Machthaber Baschar al-assad verfolgt derweil – möglichst geräuschlos – seine eigene perfide Agenda: Die Feinde des Regimes in Städten wie Aleppo, Homs und vielen anderen Orten wurden und werden mit Hungerblockaden und massiven Luftangriffen, ja sogar mit Giftgas zum Aufgeben gezwungen. In einem zweiten Schritt werden Bevölkerungsgruppen, die als Gegner der Regierung gelten, aus den zurückeroberten Städten in Rebellengebiete abtransportiert. Dabei handelt es sich in erster Linie um Sunniten, aber auch um Christen, die in diesem Konflikt längst zwischen allen Stühlen sitzen. Angesiedelt sollen in erster Linie schiitische Moslems werden – ganz im Sinne des Verbündeten Iran, der diese Taktik massiv unterstützt. Assad weiß, dass es ihm nicht gelingen wird, jemals wieder das ganze Land in seine Gewalt zu bekommen. Vieles spricht dafür, dass es ein Syrien, wie es die Welt vor 2011 kannte, in Zukunft nicht mehr geben wird. Um das politische und physische Überleben seines Clans zu sichern, versucht er in den Gebieten, die er kontrolliert, für einen demografischen Zuschnitt der Bevölkerung zu sorgen, der seinem Machtstreben nicht im Wege steht. Die Folge wird Entwurzelung und neuer Hass sein.

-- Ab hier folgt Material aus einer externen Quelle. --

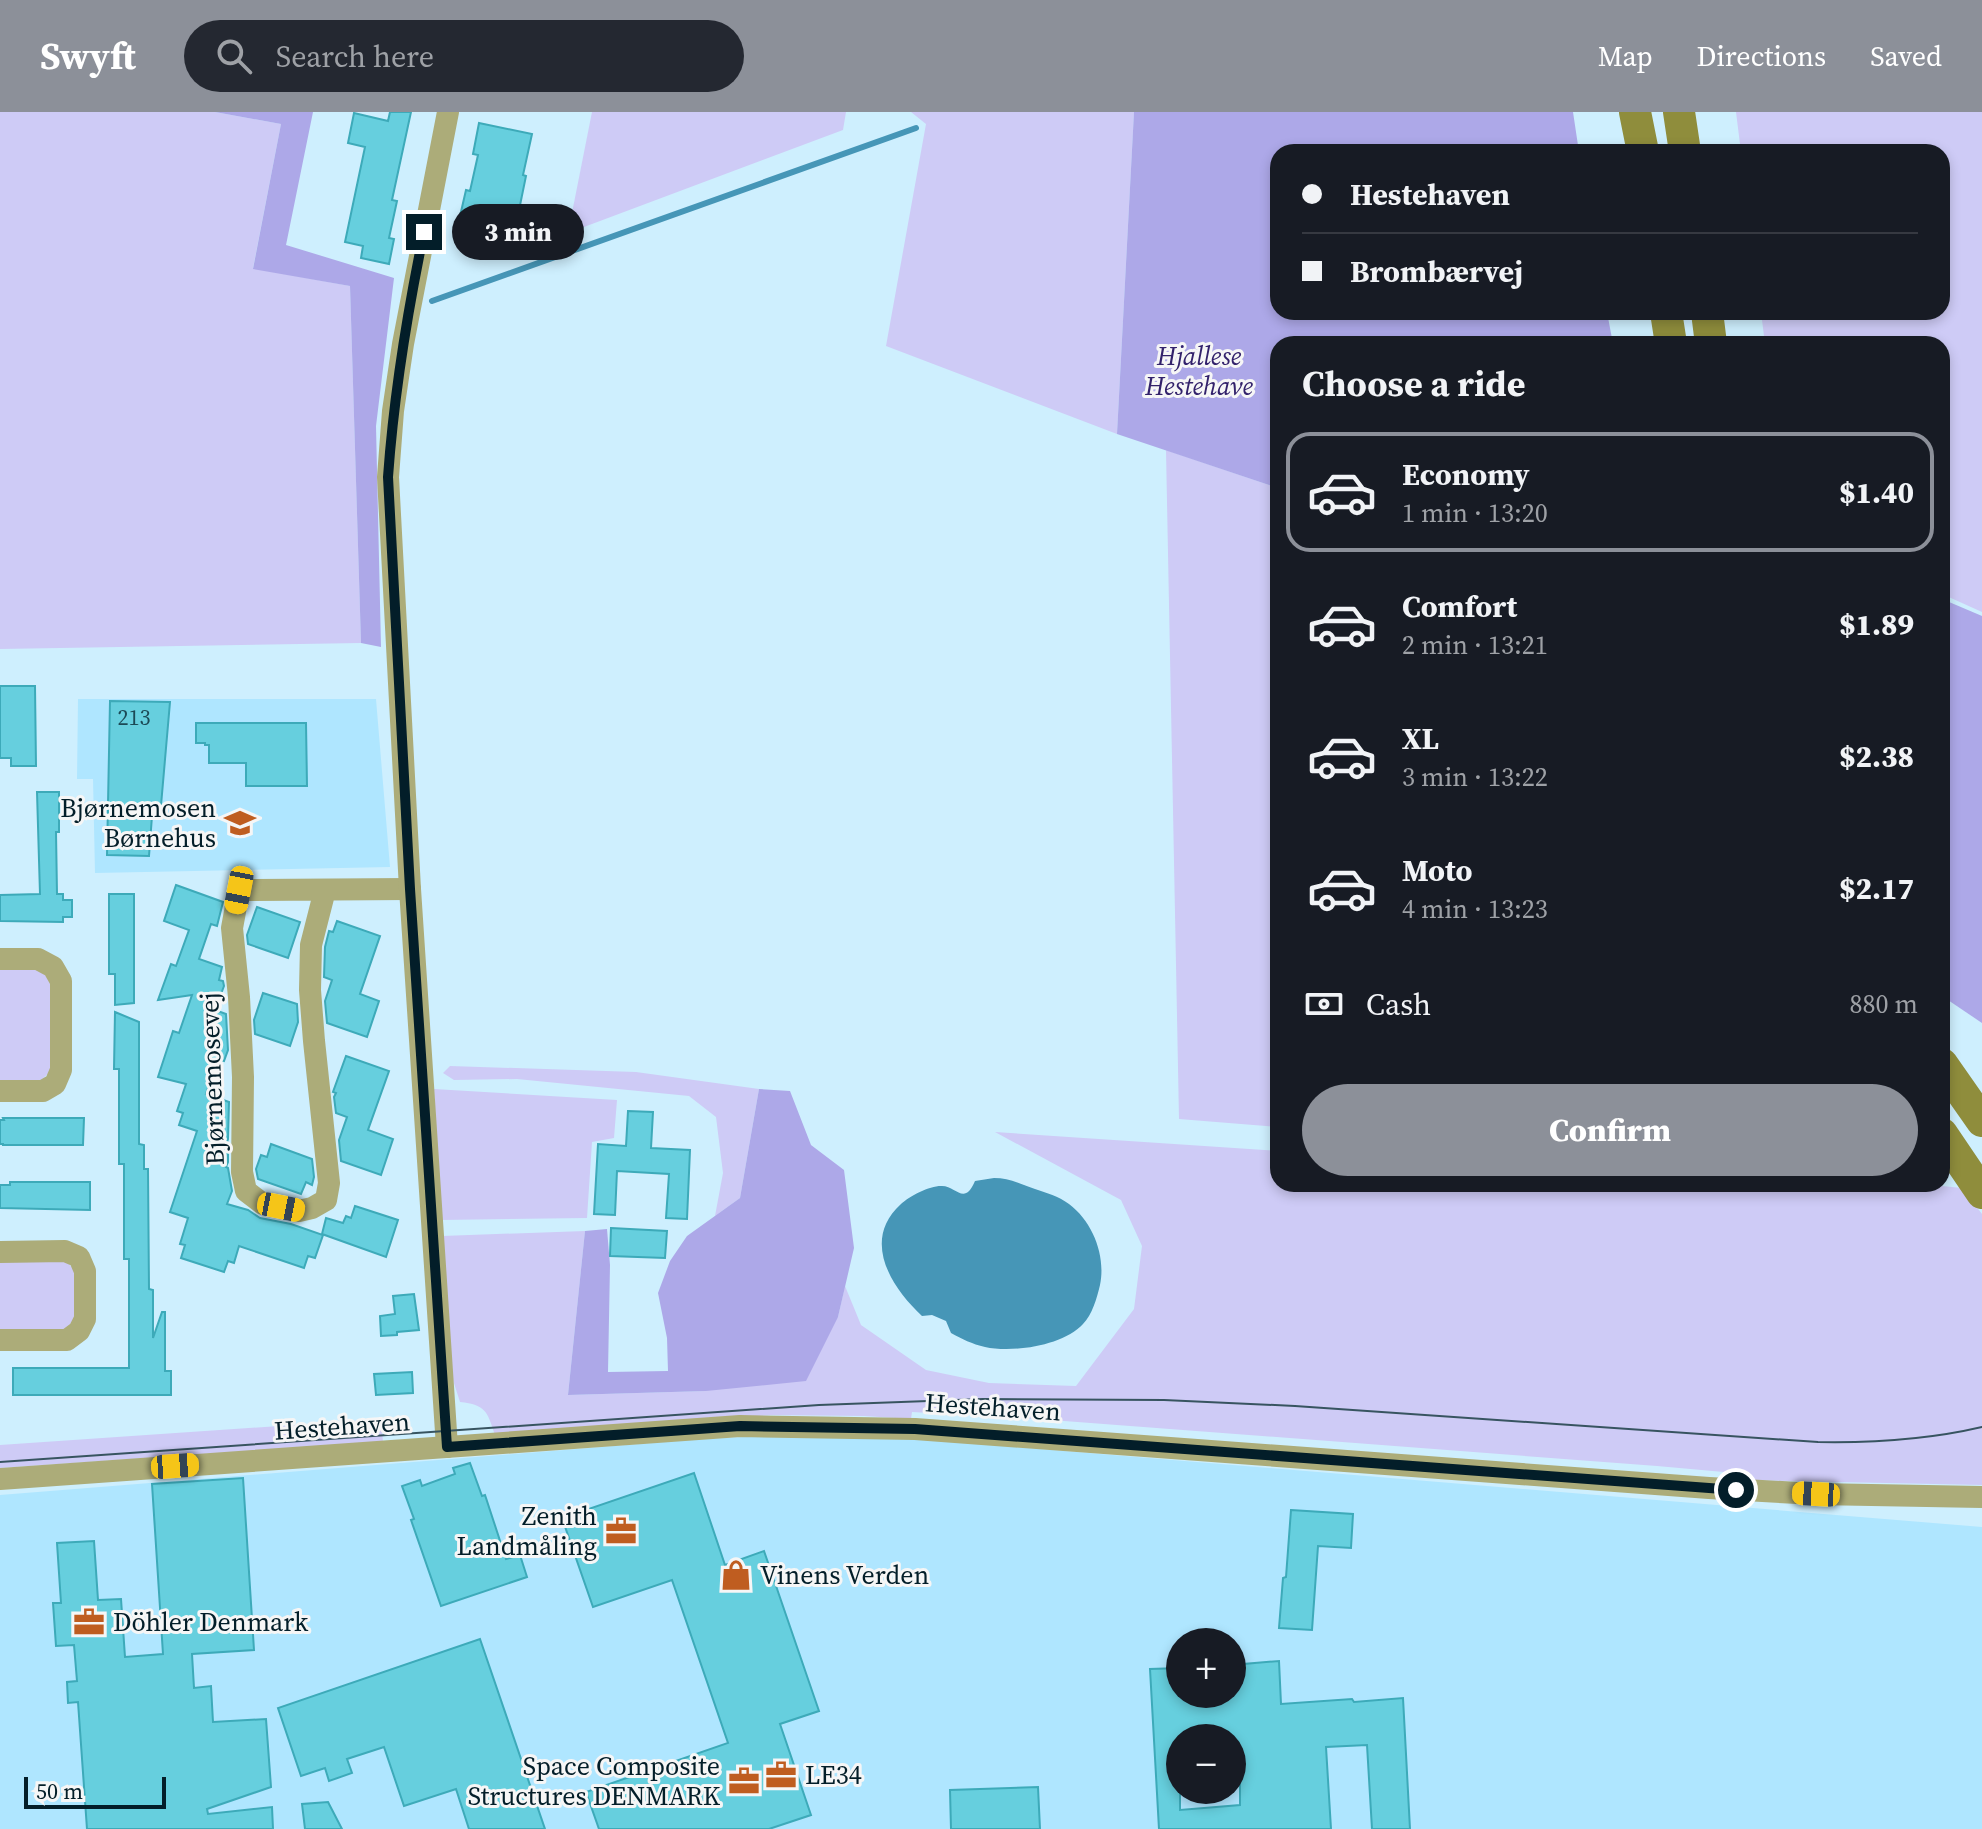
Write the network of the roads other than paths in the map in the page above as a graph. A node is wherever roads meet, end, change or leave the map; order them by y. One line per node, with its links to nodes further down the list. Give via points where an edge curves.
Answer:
1 (448, 112): 6 (street, via 412,292 388,477)
2 (1635, 112): 4 (street)
3 (1679, 112): 5 (street)
4 (1641, 144)
5 (1684, 144)
6 (410, 889): 7 (street, Bjørnemosevej); 16 (street)
7 (325, 890): 7 (street, Bjørnemosevej, via 239,890 232,928 246,1191 263,1204 299,1211 326,1200 329,1183 310,990 311,945)
8 (0, 959): 10 (street, via 38,959 53,967 61,981 61,1070 55,1084 43,1091)
9 (1950, 1075): 11 (street)
10 (0, 1091)
11 (1982, 1121)
12 (1950, 1146): 13 (street)
13 (1982, 1193)
14 (0, 1252): 15 (street, via 65,1251 79,1257 85,1271 85,1319 67,1340)
15 (0, 1340)
16 (447, 1447): 17 (street, Hestehaven); 18 (street, Hestehaven, via 740,1426 915,1429 1693,1487)
17 (0, 1479)
18 (1982, 1497)

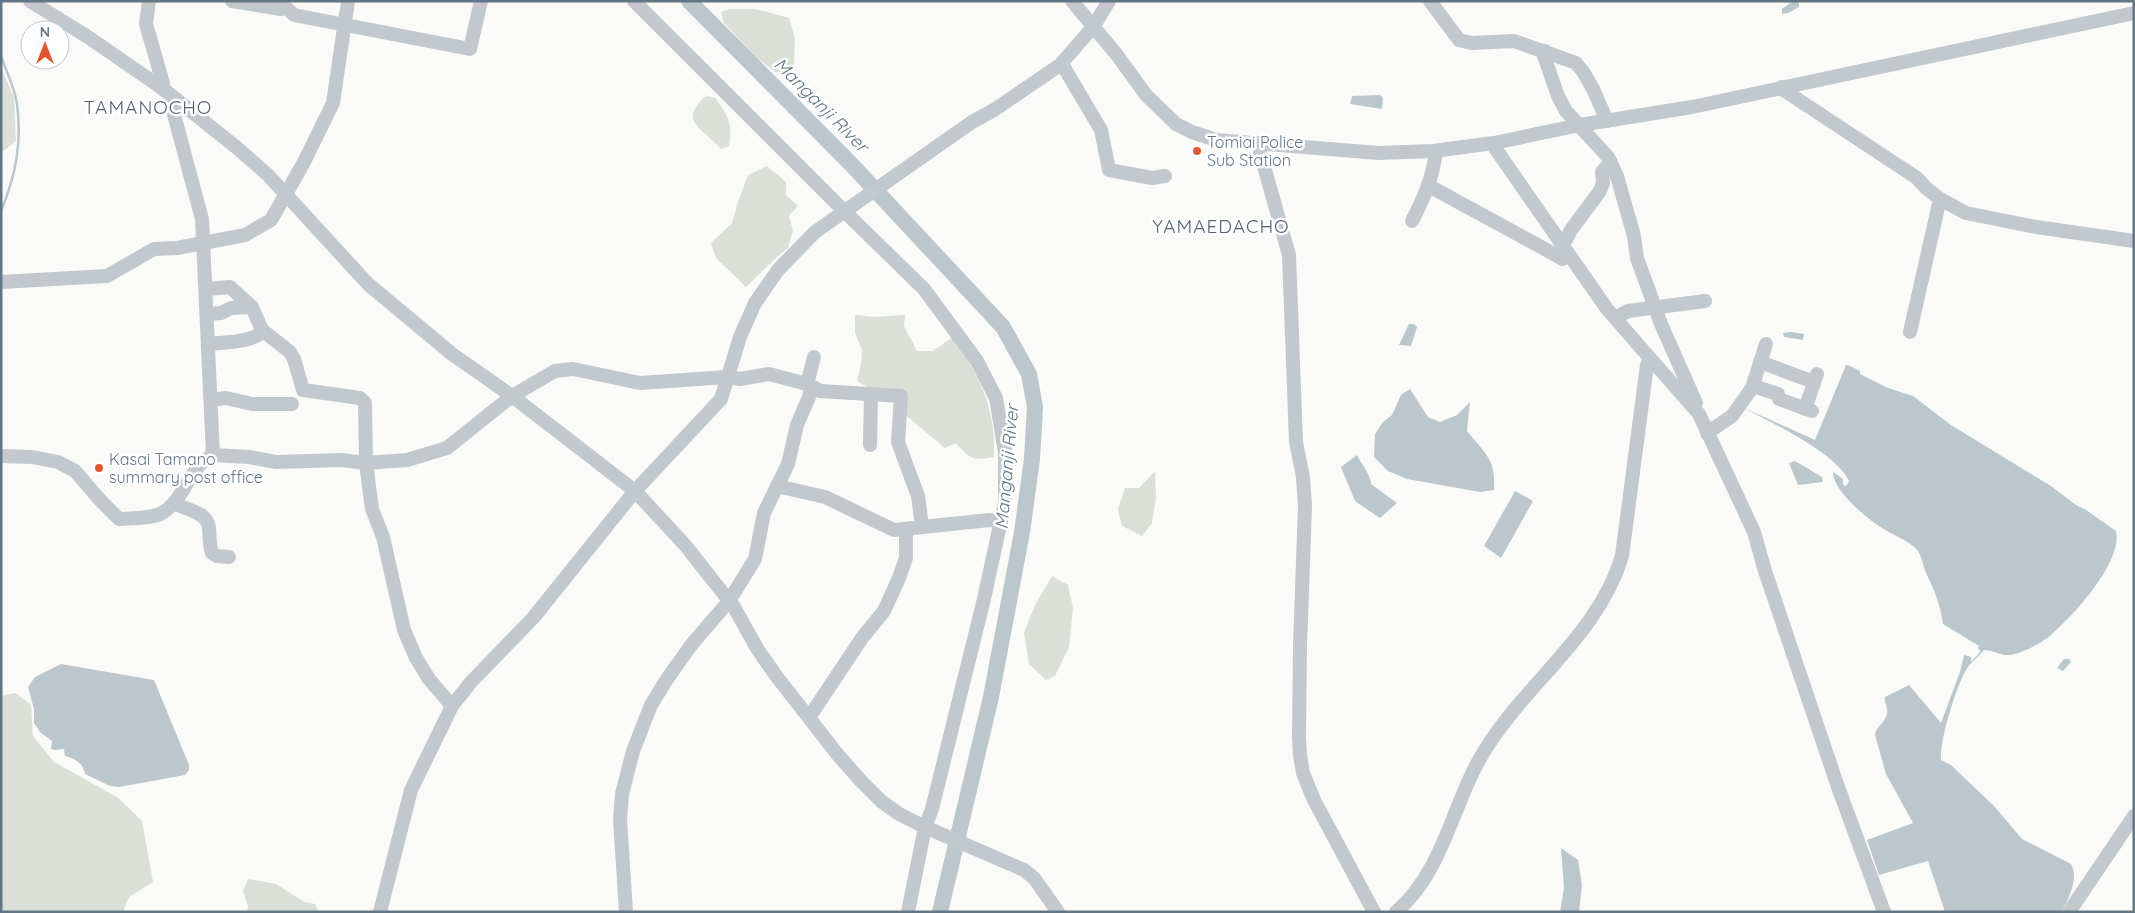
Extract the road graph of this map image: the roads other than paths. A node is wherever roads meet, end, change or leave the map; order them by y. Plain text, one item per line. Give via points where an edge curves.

Wer kann dagegen angehen? Die Vereinten Nationen sind gelähmt. Russland stoppt seit Jahren konstruktive Vorschläge per Veto. Die USA haben sich durch eine wankelmütige Politik selber ins Abseits gestellt. Ein Schlingerkurs, der schon in der Amtszeit von Barack Obama einsetzte und sich unter Präsident Donald Trump fortsetzt. Zur Wahrheit gehört auch, dass die Reputation des Us-geführten Lagers darunter leidet, dass es immer wieder zu hohen Opferzahlen unter der Zivilbevölkerung durch fehlgeleitete oder unpräzise Luftangriffe kommt.
Moskau hat sein wichtigstes Ziel – zum Teil mit rücksichtslosen Bombardements – bereits erreicht: An Russland vorbei kann es keinen Frieden geben. Präsident Wladimir Putin dürfte der einzige Mann auf diesem Planeten sein, der Baschar al-assad zunächst zu ernsthaften Verhandlungen und später zu einem dringend notwendigen Machtverzicht zwingen kann.
Angesichts dieser Konstellation sollten überspannte, in absehbarer Zeit nicht erreichbare Pläne für Syriens auf Eis gelegt werden. Gefragt sind kleine Schritte, Teilwaffenruhen, lokale Abkommen. Nur so könnte wenigstens in einigen Teilen des Landes die Zuversicht bei der Bevölkerung zurückkehren, dass der Krieg nicht endlos weitergeht. Das wäre ein bescheidener Anfang.